* **Input**:

◆ ◆ ◆

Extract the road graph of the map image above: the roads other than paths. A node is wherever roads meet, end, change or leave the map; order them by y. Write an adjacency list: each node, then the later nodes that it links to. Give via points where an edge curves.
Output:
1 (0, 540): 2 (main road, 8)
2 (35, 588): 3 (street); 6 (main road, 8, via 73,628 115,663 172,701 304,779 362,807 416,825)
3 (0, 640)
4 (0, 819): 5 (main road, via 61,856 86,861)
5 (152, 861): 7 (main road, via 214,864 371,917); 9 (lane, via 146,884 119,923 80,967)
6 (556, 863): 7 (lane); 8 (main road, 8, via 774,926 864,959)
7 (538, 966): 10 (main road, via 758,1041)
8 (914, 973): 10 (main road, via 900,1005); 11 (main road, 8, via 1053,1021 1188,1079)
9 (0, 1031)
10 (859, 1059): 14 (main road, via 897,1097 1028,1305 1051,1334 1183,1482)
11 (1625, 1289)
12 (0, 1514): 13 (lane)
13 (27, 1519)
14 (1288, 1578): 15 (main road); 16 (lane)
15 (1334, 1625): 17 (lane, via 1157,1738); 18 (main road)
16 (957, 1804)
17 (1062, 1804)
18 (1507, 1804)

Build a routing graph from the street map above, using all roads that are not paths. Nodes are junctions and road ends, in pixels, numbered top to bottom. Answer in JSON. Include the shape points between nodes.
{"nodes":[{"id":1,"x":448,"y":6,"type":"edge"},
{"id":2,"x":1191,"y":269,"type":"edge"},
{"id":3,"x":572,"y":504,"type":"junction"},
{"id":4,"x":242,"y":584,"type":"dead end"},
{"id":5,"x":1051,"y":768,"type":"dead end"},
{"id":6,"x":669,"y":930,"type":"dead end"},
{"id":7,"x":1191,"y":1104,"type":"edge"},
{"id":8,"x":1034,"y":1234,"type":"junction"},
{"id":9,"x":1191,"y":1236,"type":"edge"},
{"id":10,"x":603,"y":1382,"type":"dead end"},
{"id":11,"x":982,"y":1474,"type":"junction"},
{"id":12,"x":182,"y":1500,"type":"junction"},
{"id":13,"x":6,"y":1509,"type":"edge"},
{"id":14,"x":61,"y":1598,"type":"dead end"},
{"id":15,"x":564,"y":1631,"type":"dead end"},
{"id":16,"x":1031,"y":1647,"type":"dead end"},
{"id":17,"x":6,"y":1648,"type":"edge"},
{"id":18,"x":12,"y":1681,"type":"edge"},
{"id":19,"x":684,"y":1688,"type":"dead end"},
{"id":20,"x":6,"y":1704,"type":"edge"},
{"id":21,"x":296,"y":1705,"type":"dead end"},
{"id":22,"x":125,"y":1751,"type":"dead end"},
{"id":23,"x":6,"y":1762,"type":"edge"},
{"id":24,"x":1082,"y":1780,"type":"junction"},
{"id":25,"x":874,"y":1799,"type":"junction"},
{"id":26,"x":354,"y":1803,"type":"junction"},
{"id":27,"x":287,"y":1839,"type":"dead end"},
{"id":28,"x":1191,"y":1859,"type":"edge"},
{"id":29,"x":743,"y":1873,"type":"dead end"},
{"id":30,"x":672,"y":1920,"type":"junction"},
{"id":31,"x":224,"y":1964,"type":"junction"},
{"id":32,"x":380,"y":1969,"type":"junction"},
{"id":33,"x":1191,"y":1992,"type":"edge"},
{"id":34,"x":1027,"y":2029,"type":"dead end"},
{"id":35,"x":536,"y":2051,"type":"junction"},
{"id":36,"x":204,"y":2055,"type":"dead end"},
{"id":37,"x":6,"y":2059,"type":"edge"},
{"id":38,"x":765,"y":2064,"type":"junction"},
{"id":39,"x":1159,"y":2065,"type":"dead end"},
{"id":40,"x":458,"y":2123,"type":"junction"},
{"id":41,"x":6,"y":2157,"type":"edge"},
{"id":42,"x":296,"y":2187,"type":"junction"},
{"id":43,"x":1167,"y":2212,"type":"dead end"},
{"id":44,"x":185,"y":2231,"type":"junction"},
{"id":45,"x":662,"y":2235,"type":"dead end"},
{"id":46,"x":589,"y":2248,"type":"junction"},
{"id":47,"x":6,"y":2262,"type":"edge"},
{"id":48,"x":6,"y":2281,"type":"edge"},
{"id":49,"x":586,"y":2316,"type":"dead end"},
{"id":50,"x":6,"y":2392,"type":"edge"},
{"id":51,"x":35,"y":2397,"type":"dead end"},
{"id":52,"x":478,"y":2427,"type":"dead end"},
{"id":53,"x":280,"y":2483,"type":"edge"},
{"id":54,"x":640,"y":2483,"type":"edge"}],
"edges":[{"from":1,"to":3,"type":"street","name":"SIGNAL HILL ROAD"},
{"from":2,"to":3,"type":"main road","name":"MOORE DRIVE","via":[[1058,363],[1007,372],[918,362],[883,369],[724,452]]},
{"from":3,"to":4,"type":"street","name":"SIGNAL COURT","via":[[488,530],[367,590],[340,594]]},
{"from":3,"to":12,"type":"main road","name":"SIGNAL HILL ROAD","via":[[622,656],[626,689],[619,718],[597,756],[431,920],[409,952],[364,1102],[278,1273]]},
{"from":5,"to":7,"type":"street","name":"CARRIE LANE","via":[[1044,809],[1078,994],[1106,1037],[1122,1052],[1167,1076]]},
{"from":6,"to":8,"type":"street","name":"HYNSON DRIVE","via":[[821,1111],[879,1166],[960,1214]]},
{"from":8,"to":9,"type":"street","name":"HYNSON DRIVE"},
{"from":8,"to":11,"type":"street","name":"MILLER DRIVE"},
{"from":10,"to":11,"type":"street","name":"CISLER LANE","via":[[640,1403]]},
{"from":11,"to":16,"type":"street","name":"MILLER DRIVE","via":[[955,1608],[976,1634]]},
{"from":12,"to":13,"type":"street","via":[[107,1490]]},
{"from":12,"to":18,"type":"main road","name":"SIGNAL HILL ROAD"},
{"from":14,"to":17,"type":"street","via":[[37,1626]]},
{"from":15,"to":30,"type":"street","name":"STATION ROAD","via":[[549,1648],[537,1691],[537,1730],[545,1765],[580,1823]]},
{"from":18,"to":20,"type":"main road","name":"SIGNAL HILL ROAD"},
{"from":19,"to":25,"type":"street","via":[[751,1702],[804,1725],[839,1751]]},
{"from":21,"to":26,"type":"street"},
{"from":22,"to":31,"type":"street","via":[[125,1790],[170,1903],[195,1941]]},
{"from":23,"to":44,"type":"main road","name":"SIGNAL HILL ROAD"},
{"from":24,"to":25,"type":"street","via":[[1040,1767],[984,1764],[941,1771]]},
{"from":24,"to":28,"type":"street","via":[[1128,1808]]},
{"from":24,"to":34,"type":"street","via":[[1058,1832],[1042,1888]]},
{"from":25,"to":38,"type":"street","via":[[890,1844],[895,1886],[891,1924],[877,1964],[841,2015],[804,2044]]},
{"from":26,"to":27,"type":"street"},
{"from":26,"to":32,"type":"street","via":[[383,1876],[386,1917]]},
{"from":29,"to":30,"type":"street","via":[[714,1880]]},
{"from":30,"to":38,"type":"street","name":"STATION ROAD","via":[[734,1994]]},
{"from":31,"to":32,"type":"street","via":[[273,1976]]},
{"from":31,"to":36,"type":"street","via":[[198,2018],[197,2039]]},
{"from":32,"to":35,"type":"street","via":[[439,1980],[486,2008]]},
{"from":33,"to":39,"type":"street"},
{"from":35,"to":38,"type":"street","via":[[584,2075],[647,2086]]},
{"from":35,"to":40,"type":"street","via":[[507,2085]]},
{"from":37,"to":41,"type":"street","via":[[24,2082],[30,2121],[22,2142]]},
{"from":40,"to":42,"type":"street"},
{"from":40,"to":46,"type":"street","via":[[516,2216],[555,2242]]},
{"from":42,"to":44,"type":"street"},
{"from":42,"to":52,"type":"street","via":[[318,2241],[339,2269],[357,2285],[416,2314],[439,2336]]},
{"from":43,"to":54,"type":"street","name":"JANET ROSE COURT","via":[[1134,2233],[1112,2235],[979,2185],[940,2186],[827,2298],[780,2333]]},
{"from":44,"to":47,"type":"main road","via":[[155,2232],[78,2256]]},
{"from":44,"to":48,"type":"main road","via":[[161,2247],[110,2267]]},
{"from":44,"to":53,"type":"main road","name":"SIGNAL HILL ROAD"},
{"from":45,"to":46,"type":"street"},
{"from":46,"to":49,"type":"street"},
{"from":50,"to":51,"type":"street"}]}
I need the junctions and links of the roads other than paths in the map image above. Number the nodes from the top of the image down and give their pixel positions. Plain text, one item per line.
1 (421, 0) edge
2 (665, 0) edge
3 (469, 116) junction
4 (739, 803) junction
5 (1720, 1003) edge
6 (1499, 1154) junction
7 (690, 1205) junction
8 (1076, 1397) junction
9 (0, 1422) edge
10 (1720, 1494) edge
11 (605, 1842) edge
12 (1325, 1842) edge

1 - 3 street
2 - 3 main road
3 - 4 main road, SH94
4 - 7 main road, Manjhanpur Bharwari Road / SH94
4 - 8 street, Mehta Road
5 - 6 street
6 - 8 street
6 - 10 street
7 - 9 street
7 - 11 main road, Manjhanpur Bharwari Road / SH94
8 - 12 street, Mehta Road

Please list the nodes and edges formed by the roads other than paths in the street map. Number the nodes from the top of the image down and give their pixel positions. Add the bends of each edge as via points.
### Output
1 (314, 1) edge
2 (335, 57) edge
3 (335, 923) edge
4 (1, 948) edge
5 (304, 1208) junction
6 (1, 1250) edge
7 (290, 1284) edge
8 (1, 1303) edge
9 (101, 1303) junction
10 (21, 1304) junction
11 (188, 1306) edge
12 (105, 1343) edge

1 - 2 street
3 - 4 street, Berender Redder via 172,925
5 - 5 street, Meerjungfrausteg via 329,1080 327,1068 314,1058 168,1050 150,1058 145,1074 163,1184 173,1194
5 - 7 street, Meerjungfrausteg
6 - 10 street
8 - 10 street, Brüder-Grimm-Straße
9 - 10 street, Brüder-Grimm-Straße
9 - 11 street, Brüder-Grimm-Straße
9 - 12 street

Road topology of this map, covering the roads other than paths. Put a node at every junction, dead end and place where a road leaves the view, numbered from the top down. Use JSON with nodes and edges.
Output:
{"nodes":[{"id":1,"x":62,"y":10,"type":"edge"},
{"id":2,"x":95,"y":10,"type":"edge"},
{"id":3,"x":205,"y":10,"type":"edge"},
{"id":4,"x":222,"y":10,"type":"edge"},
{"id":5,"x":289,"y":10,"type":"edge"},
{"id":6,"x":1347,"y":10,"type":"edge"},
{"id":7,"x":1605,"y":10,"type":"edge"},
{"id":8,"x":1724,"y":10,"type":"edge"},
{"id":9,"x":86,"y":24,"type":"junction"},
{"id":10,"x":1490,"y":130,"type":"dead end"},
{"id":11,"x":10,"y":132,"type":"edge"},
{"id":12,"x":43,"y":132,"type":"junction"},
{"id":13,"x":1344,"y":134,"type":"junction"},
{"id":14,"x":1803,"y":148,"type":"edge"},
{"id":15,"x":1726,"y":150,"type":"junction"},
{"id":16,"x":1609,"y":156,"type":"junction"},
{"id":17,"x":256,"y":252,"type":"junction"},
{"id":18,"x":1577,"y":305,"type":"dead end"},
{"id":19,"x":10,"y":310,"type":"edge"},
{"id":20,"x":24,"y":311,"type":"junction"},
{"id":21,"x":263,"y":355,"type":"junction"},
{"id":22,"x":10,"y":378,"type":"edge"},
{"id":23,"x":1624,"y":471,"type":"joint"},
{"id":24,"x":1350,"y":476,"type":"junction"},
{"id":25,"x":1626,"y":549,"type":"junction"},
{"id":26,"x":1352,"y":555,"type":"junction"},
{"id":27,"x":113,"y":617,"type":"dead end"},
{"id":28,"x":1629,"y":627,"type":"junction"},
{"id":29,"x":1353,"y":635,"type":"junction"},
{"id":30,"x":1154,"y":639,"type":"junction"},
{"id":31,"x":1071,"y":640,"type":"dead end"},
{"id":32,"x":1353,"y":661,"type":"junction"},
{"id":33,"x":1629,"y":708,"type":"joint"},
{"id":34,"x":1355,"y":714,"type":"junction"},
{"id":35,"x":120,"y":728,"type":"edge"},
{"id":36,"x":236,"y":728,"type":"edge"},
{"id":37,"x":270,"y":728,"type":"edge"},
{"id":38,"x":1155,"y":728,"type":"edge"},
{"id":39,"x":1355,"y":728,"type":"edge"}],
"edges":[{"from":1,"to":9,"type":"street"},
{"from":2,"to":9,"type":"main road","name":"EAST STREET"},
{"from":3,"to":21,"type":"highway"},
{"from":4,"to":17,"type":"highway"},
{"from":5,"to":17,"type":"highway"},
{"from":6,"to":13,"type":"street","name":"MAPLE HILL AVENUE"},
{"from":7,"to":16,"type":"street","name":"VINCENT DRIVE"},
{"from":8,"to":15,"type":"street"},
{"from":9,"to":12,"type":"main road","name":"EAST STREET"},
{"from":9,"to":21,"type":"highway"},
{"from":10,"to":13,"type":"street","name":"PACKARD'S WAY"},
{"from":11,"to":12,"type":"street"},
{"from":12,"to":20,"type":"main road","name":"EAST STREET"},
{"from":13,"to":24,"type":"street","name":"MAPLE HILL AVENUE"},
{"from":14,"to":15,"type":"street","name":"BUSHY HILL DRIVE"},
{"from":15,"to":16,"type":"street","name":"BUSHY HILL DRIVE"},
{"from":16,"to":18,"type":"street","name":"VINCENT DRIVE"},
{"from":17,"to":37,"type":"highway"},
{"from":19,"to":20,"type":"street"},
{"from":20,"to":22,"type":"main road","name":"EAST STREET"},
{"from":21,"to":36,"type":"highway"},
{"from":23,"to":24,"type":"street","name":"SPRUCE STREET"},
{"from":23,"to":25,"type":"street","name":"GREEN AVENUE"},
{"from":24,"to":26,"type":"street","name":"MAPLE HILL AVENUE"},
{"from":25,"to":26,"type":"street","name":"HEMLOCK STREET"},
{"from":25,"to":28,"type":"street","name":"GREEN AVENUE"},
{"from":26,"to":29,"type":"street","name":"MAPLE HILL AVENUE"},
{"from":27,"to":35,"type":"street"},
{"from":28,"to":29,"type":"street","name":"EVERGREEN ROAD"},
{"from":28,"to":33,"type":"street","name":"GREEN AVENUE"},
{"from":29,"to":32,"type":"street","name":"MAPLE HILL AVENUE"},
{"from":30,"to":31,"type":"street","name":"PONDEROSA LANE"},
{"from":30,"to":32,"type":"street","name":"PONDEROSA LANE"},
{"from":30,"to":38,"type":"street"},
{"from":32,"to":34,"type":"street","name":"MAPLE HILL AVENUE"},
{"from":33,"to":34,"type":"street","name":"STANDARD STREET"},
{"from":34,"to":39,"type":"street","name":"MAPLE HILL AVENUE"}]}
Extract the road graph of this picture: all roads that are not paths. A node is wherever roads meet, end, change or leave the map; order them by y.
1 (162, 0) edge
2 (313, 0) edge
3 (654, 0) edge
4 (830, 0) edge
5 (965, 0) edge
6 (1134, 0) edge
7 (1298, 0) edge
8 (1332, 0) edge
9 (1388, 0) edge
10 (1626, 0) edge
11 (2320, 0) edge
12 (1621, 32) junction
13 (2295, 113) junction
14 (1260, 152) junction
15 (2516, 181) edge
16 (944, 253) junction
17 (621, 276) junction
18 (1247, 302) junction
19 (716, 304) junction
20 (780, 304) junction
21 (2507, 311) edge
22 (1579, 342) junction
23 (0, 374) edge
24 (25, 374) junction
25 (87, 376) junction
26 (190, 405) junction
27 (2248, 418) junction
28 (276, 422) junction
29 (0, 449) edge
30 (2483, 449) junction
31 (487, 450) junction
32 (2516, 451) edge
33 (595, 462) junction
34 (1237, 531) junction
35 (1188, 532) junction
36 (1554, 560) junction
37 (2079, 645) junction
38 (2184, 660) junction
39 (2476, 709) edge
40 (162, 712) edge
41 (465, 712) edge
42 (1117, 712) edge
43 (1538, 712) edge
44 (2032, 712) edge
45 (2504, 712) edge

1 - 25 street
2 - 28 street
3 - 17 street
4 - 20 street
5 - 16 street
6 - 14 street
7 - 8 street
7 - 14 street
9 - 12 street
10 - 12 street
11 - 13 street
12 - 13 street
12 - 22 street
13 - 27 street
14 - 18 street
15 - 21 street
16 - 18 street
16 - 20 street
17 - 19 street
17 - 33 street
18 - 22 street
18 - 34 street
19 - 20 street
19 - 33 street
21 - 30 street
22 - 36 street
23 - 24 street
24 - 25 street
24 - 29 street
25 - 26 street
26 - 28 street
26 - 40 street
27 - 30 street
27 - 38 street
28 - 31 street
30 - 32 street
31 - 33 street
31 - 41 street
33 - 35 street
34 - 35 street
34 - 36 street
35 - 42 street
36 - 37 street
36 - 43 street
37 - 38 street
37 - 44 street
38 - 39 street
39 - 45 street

◆ ◆ ◆

* **Prompt**:
Look at the records above. Copy every line where the string "Grimm" occurs.

* **Written answer**:
8 - 10 street, Brüder-Grimm-Straße
9 - 10 street, Brüder-Grimm-Straße
9 - 11 street, Brüder-Grimm-Straße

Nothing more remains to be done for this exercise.